ACTION ITEM |
Search the records for lines with the word "JSON" and copy each match.

EXERCISE MATERIAL |
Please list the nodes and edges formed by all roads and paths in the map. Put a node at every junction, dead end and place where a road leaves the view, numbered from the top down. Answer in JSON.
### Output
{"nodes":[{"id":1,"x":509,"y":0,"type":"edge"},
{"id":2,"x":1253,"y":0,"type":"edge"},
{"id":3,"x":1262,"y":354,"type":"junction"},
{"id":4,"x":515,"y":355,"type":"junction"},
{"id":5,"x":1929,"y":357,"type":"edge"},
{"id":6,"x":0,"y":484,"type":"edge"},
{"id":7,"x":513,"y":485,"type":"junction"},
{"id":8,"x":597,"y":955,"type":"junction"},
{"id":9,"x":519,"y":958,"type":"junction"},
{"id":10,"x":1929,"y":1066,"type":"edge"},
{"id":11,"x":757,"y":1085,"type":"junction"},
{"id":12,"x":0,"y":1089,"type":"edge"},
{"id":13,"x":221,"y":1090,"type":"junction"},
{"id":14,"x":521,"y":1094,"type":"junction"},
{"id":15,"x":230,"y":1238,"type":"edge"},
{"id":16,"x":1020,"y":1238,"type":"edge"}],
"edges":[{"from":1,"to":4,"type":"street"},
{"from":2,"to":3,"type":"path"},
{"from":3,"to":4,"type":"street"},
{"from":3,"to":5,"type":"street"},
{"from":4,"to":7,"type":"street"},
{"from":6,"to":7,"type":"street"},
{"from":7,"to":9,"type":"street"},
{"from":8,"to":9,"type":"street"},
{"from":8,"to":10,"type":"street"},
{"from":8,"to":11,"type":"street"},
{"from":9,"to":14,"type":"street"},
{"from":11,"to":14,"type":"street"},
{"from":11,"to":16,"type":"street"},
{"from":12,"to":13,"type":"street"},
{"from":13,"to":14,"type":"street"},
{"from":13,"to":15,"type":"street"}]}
* * *
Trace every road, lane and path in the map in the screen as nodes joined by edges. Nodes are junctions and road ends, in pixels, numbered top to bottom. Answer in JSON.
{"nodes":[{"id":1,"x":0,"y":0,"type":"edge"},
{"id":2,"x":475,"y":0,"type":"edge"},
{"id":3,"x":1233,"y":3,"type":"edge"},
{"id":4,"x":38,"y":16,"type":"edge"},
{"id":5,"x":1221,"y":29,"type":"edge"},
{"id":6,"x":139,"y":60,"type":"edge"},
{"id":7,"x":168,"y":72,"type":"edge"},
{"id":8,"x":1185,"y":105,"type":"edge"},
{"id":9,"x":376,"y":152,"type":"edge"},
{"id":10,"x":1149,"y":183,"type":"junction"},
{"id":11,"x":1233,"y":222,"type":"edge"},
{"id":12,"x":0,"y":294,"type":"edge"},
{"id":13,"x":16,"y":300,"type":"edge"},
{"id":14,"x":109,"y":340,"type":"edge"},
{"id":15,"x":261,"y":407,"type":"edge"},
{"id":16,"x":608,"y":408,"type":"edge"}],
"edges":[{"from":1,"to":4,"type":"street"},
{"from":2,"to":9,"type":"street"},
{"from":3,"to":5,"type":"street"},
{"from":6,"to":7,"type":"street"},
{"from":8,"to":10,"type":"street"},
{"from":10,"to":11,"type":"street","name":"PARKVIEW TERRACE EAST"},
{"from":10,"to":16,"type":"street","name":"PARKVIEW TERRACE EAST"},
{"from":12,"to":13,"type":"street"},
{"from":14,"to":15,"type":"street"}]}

ANSWER SPACE |
Please list the nodes and edges formed by all roads and paths in the map. Put a node at every junction, dead end and place where a road leaves the view, numbered from the top down. Answer in JSON.
Trace every road, lane and path in the map in the screen as nodes joined by edges. Nodes are junctions and road ends, in pixels, numbered top to bottom. Answer in JSON.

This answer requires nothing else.